(Work item): Collect all lines containing the word "Клубная" from the data.

(Data to process):
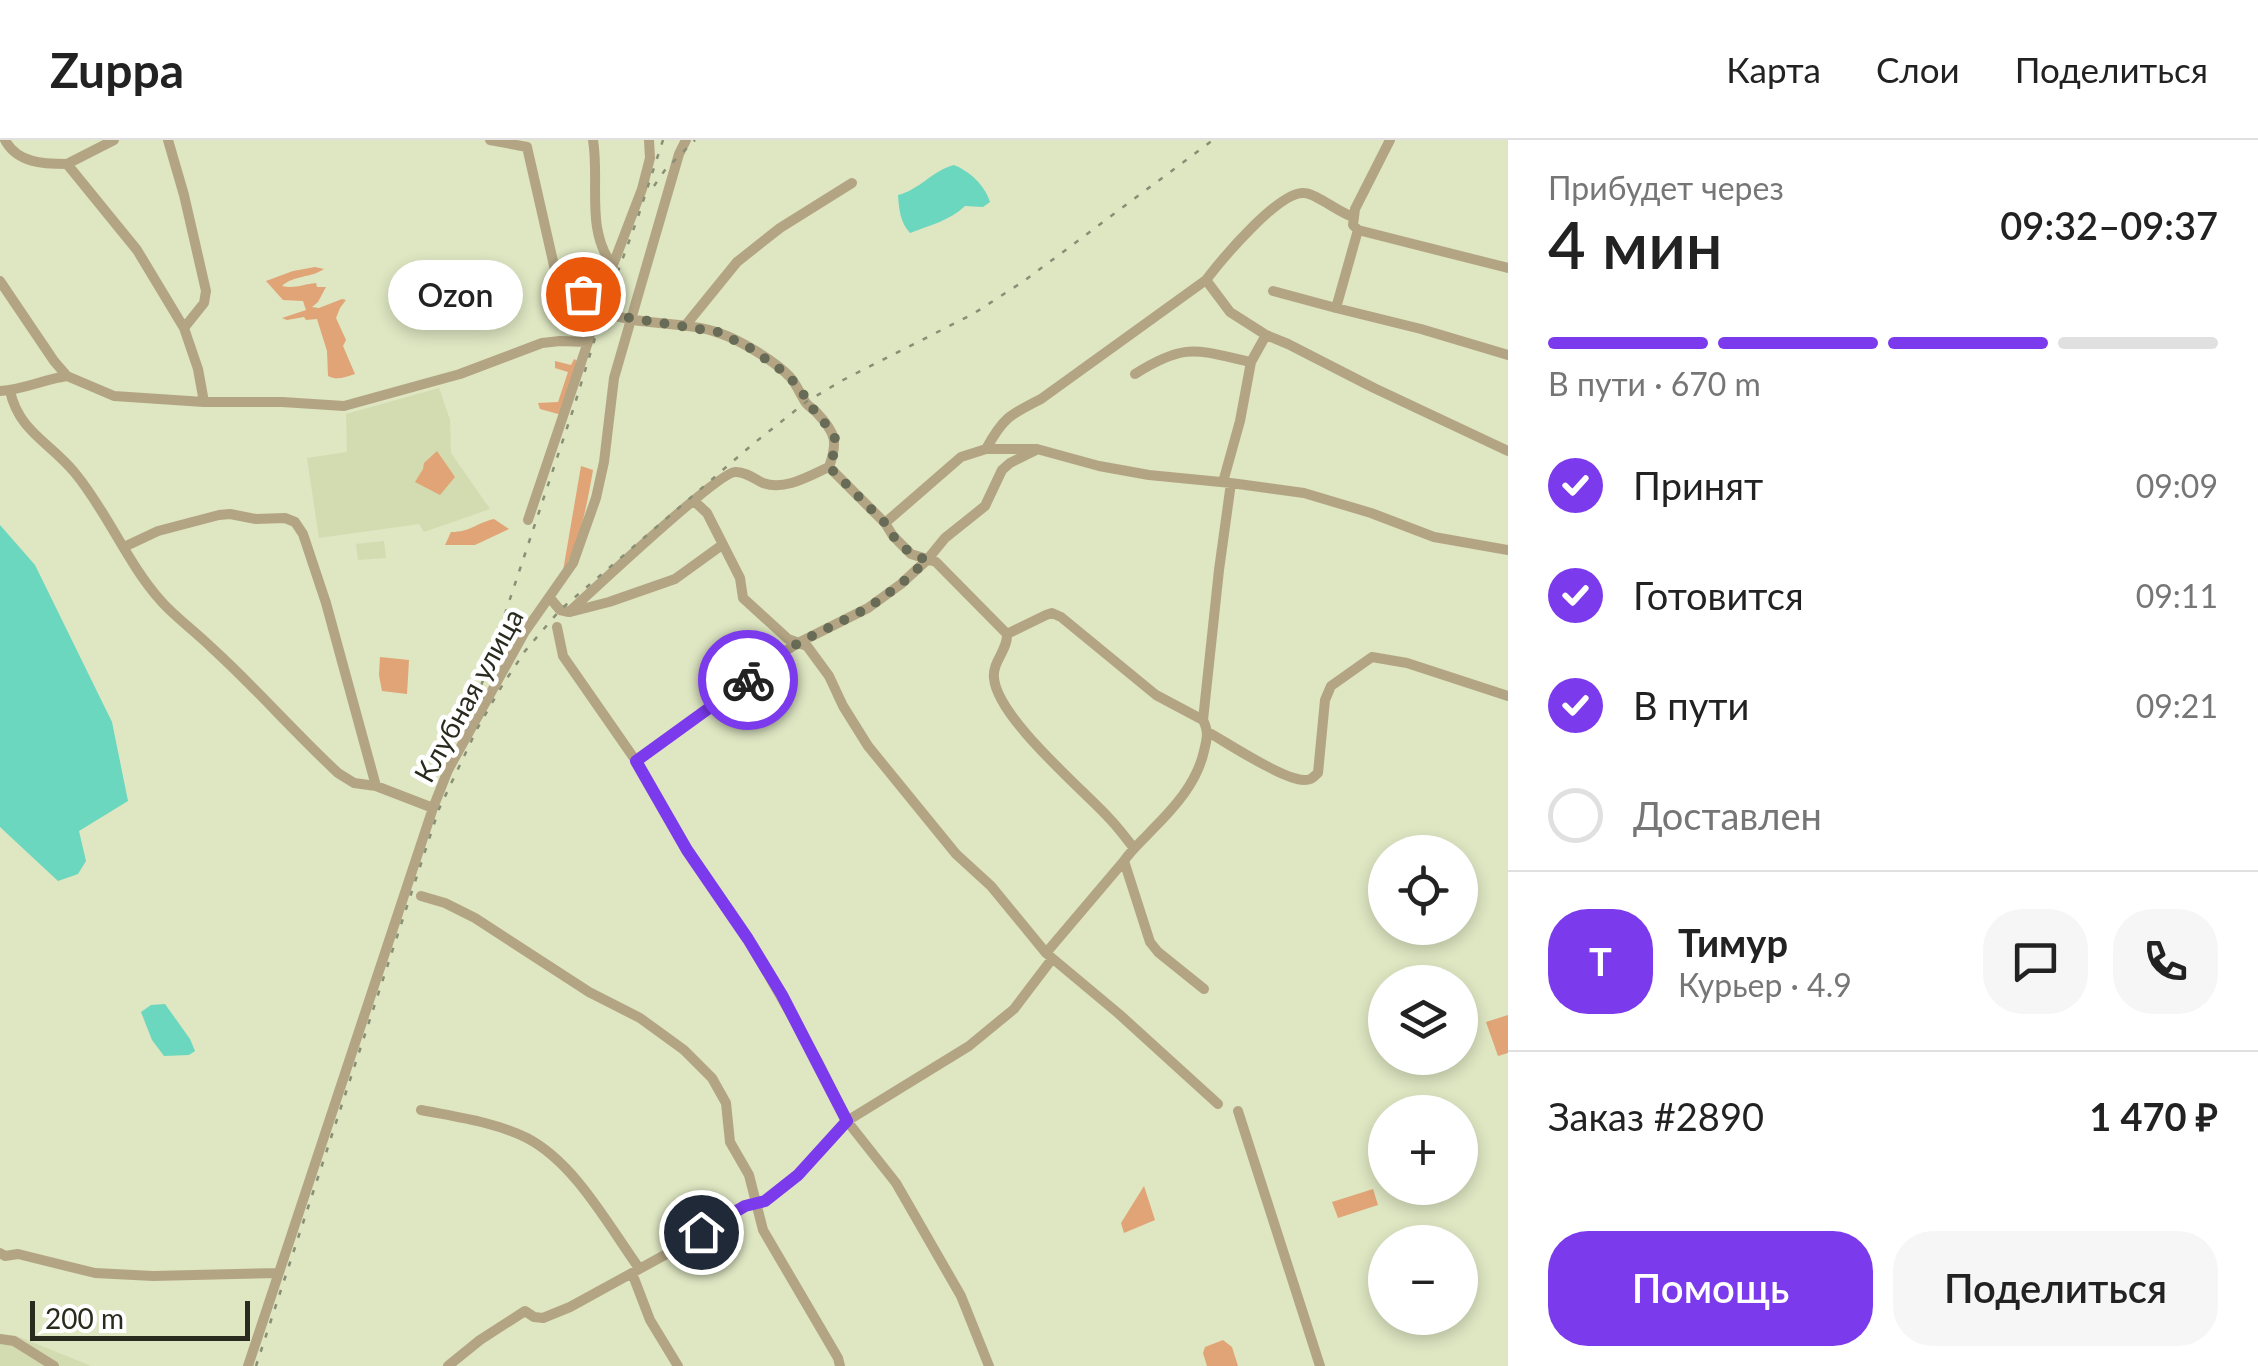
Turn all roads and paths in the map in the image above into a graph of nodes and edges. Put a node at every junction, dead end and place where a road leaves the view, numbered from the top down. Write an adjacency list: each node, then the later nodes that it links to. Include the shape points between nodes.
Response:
1 (5, 140): 10 (street, via 28,160)
2 (114, 140): 10 (street)
3 (168, 140): 23 (street, via 206,291)
4 (490, 140): 9 (street)
5 (593, 140): 14 (street, via 597,237)
6 (649, 140): 14 (street, via 642,189)
7 (686, 140): 21 (street, Клубная улица)
8 (1390, 140): 12 (street)
9 (528, 144): 19 (street, via 558,278)
10 (67, 164): 23 (street, via 137,250)
11 (852, 182): 22 (street, via 737,262)
12 (1353, 217): 13 (street); 16 (street, via 1310,193 1288,196)
13 (1358, 230): 15 (street); 20 (street)
14 (613, 266): 19 (street)
15 (1508, 268)
16 (1206, 280): 24 (street, via 1230,312); 32 (street, via 1000,423)
17 (0, 281): 29 (street)
18 (1272, 291): 20 (street)
19 (598, 304): 21 (street, via 603,312); 25 (street)
20 (1336, 308): 26 (street)
21 (630, 318): 22 (street); 44 (street, Клубная улица, via 596,498 573,564)
22 (685, 326): 35 (street, via 718,332 787,374 836,441)
23 (184, 328): 31 (street)
24 (1266, 335): 27 (street); 34 (street)
25 (588, 342): 31 (street, via 542,343 344,406); 38 (street)
26 (1508, 355)
27 (1252, 362): 28 (street, via 1186,350); 36 (street)
28 (1136, 374)
29 (68, 376): 30 (street); 31 (street, via 114,396)
30 (5, 391): 41 (street, via 28,430 75,472)
31 (204, 402)
32 (986, 449): 33 (street); 39 (street, via 962,457)
33 (1037, 450): 36 (street, via 1149,475); 43 (street, via 1002,470 984,506)
34 (1508, 451)
35 (829, 467): 37 (street, via 782,486 728,473); 39 (street)
36 (1227, 482): 42 (street, via 1304,493 1434,537); 50 (street)
37 (694, 500): 40 (street); 45 (street)
38 (528, 520)
39 (885, 523): 43 (street, via 911,554)
40 (722, 545): 45 (street, via 675,579); 48 (street, via 743,598)
41 (124, 547): 53 (street, via 162,602 321,758 354,783); 53 (street, via 219,515 295,522 326,602)
42 (1508, 550)
43 (927, 560): 47 (street); 48 (street, via 868,608)
44 (550, 598): 45 (street); 54 (street, Клубная улица, via 479,712)
45 (570, 612)
46 (557, 626): 52 (street, via 563,656)
47 (1007, 634): 50 (street, via 1052,613 1156,695); 55 (street, via 993,676 1001,700)
48 (798, 643): 52 (street); 58 (street, via 829,676 868,746)
49 (1508, 696): 51 (street, via 1372,656 1331,686 1318,774 1304,780)
50 (1204, 720): 51 (street)
51 (1208, 732): 55 (street, via 1193,781)
52 (636, 761): 63 (street, via 782,995)
53 (376, 786): 54 (street)
54 (433, 808): 67 (street, Клубная улица)
55 (1134, 847): 56 (street)
56 (1124, 861): 58 (street); 59 (street, via 1150,942)
57 (421, 896): 64 (street, via 475,918 684,1050 721,1092 730,1142)
58 (1049, 956): 60 (street); 63 (street, via 1014,1009 969,1046)
59 (1204, 988)
60 (1218, 1104)
61 (422, 1110): 66 (street, via 506,1131 545,1149 595,1206)
62 (1238, 1111): 75 (street)
63 (847, 1121): 64 (street, via 798,1175); 74 (street, via 896,1184 961,1296)
64 (756, 1203): 66 (street); 73 (street, via 764,1230)
65 (0, 1252): 67 (street, via 94,1273)
66 (635, 1270): 71 (street, via 570,1308 543,1318 526,1311); 72 (street, via 650,1320)
67 (278, 1272): 70 (street, Клубная улица)
68 (0, 1339): 69 (street)
69 (54, 1366)
70 (248, 1366)
71 (448, 1366)
72 (678, 1366)
73 (840, 1366)
74 (989, 1366)
75 (1320, 1366)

(Your solution):
7 (686, 140): 21 (street, Клубная улица)
21 (630, 318): 22 (street); 44 (street, Клубная улица, via 596,498 573,564)
44 (550, 598): 45 (street); 54 (street, Клубная улица, via 479,712)
54 (433, 808): 67 (street, Клубная улица)
67 (278, 1272): 70 (street, Клубная улица)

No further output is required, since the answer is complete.